Following meetings with representatives of England Basketball and its counterparts in Scotland and Wales, Baumann has re-affirmed his demand for the trio to decide by June whether they want to retain a single Great Britain team at senior level or return to fielding separate sides after this summer’s Olympic Games.

A proposal to formally re-structure the game, which could see the three existing entities merge into a new federation, is currently being finalised by a working party drawn from senior figures from within the sport.

“The British Basketball Federation has been working very hard in showing the pros and cons of it staying in place over time, and then in 2016 taking its membership of FIBA in lieu of the three home nation,” Baumann told MVP.
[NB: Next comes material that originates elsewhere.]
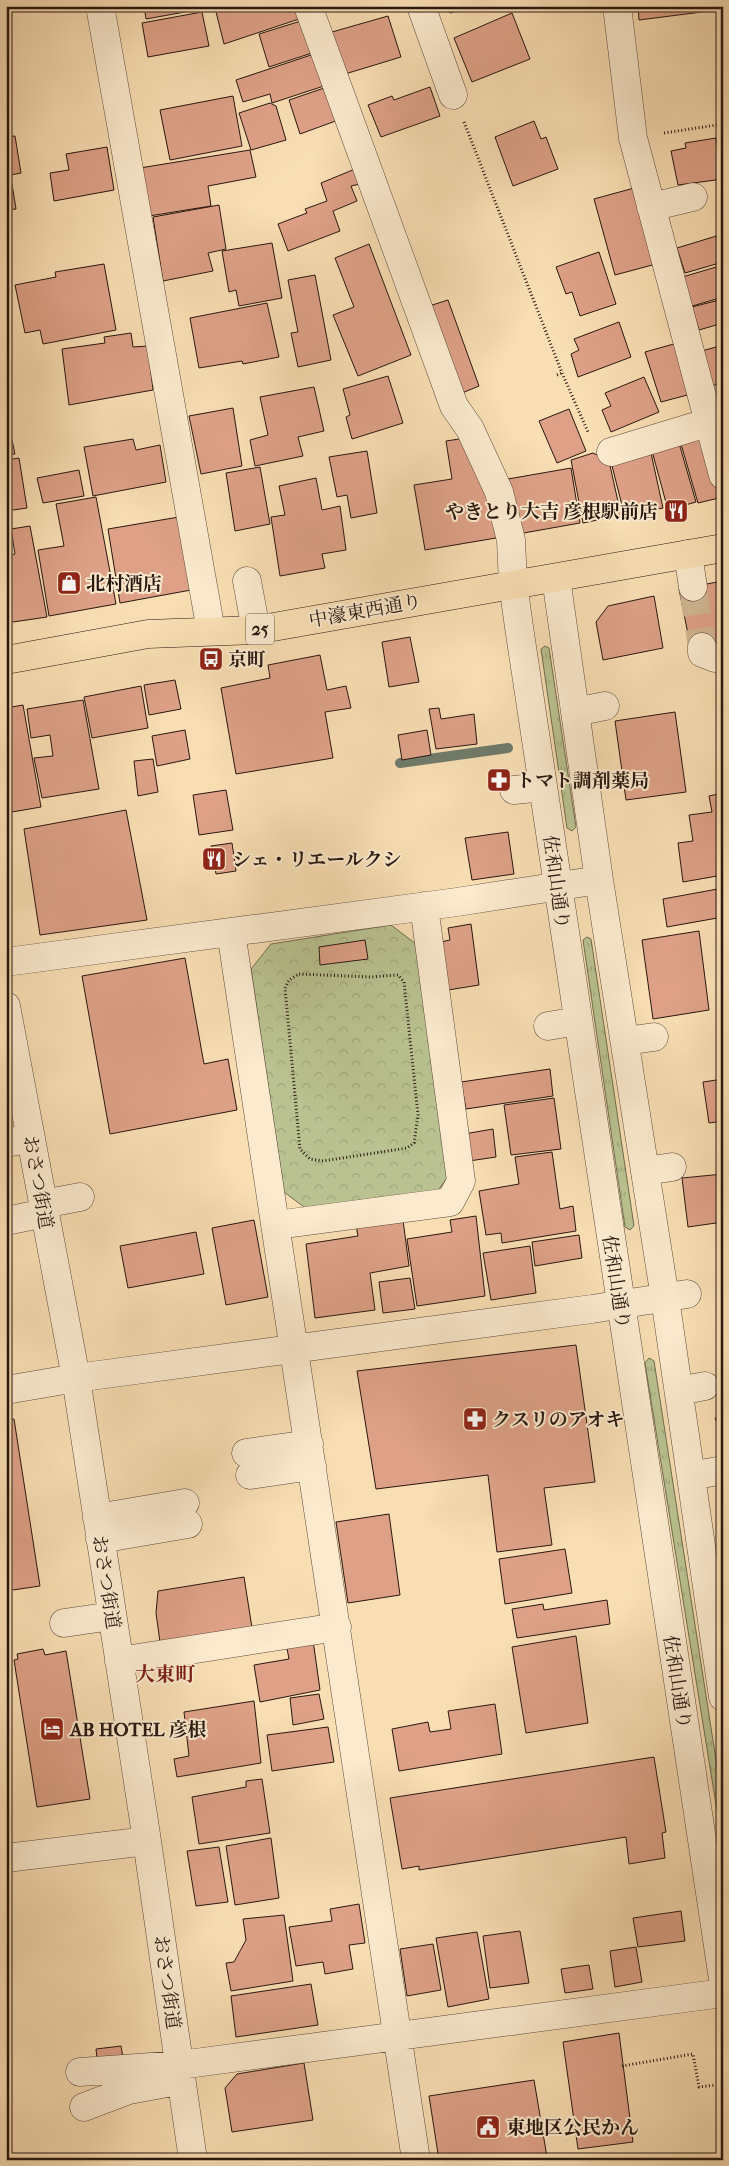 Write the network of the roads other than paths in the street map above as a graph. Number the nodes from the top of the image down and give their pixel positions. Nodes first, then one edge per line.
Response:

“They’re working very hard on it. They’ve been doing a lot of consultation. So our visit was the end of that process so that the boards could ask us questions directly on why we are looking for a change and what the reasons are.”

The final document on the future is expected to recommend that the current high performance body that oversees the GB programmes and the British Basketball League are integrated into a single federation, one that would potentially still retain some of the existing national structures.

And despite concerns that young players would get less opportunity to make their mark, Baumann believes building on the momentum generated by Britain’s growing international success in recent years is paramount.

“It’s simply about looking into the crystal ball and seeing into the future of British teams being able to compete at the highest level and how this is really going to help the level of the home nations,” he affirmed.

“This is something you have to believe that completing the pact between the home nations will help the growth of basketball. You have to take a leap of faith. If you are a volunteer or a coach at the bottom level, at a club or a school, you want to see that if you find a talented player, or a coach or a referee, that you can go through all the channels and be at the Olympic Games or world championships.”

It is understood that the compromise agreement would potentially see England, Scotland and Wales continue to compete separately at the 2018 Commonwealth Games as well as in other informal tournaments.

And Baumann claims that he has received reassurances from Sport England – and elsewhere – that the new structure, which would also see the home nations lose their separate membership of FIBA from 2016, will not lead to funding cuts.

“They have clearly indicated that if there is a clear path towards a British team, and if the home nations contribute at grassroots level in the development of talent, the funding they currently have will not disappear,” he said.

“In some circumstances it could even be increased. However if there was no British path, there is a risk that some of that funding might even be reduced.”